Breakups: It's okay to end the relationship because it's not working for you, even if the therapist has done nothing wrong. As with dating, it's advisable to have a conversation first to see if there are ways to address your concerns. Be clear about whether it's a mismatch between you and the therapist or your own resistance to facing challenging truths about yourself or your situation. If you've identified that it's the therapeutic relationship or approach that is the problem and haven't been able to resolve it, find another therapist.

Differences

One-Way Street: While an ideal dating relationship balances both people's needs, therapy focuses solely on you. Though both you and your therapist should feel safe and respected, the therapy hour is dedicated to your growth. Overall, your therapist should listen more than they talk.
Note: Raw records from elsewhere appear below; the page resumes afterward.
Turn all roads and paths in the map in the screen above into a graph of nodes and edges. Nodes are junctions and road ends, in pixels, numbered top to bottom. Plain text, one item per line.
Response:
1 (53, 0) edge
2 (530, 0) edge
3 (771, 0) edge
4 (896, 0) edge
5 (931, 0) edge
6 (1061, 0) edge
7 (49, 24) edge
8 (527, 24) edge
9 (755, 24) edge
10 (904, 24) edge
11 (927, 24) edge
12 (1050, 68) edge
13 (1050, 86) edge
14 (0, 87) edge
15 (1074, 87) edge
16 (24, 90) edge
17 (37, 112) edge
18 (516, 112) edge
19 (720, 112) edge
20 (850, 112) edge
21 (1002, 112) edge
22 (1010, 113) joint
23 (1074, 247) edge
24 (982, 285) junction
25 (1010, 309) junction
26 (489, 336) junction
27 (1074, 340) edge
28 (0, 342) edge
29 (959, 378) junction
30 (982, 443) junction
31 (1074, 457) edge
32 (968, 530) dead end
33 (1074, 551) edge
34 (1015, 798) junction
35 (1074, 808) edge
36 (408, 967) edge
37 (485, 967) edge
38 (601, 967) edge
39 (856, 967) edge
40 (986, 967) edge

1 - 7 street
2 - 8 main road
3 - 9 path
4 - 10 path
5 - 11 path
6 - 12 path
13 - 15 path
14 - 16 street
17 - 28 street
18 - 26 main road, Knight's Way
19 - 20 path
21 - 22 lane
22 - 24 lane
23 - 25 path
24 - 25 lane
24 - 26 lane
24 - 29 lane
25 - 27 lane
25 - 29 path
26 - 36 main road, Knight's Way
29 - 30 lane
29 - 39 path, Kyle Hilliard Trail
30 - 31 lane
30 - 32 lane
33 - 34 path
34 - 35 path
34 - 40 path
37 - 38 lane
If they share personal details, it should be to serve your therapeutic journey, not theirs. Remember: you are never responsible for your therapist's emotional well-being.

Not Until Death Do Us Part: Unlike those seeking a soul mate or lifetime partner, you're not looking for an eternal therapist. It's perfectly fine to end therapy or switch therapists. If you've resolved your initial concerns or outgrown your current therapist, that's a sign of success! However, if you're quickly cycling through therapists, you might want to examine whether your expectations are realistic. Remember, you're the one who needs to do the work and it is not always easy.

Don't Kiss Your Therapist!: This should go without saying, but entering into any romantic or sexual relationship with your therapist—even after therapy has ended—is one of the most serious ethical violations a therapist can commit. If your therapist ever initiates anything romantic or sexual, report them (in Canada: [insert weblink here]). That said, developing feelings for your therapist isn't uncommon, so don't feel ashamed if this happens to you. Like most therapeutic issues, it can be worked through—you guessed it—in therapy!

Referring On: While you wouldn't ask an ex to set you up with your next partner during a breakup, the same doesn't apply to therapy. If you're no longer making progress and your therapist has exhausted their approaches (or you're not interested in their remaining options), don't hesitate to ask them for referrals to other therapists or services that might better meet your needs.

Conclusion

The journey to finding the right therapist, like dating, requires patience, self-awareness, and the willingness to be vulnerable. While it may take time to find your therapeutic match, understanding these similarities and differences can help set realistic expectations and guide you through the process. Remember that investing time in finding the right fit is an investment in your mental health and well-being.